• Collected data entries:
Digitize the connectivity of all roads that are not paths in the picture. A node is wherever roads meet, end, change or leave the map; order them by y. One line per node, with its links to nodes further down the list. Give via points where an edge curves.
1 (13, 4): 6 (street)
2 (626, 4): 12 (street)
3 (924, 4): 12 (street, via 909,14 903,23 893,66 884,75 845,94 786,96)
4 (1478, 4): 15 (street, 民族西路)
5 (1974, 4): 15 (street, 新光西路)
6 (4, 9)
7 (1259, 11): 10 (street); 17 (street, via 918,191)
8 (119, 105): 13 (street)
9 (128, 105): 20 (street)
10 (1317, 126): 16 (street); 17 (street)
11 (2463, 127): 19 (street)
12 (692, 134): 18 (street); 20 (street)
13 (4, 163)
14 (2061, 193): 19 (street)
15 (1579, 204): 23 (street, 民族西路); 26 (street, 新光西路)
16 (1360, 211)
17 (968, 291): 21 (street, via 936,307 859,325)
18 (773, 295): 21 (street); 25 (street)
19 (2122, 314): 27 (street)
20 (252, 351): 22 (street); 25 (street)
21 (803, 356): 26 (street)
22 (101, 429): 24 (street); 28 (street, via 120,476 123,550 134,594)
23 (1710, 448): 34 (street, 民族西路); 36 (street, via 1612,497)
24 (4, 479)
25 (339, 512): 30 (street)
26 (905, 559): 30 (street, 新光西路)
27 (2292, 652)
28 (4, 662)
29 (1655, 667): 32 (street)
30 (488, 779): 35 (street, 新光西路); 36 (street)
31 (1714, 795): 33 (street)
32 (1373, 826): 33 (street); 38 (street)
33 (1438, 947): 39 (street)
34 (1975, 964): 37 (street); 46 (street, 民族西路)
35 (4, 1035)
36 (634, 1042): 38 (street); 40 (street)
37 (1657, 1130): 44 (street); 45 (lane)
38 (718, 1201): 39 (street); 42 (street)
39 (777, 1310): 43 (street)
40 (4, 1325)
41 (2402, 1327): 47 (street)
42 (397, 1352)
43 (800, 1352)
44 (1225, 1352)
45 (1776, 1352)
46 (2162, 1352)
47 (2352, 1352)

• EXERCISE INSTRUCTIONS: The required answer is a single number: the count of lines in the entries that hold the string "新光西路".

• RESULT FOR THIS EXERCISE: 4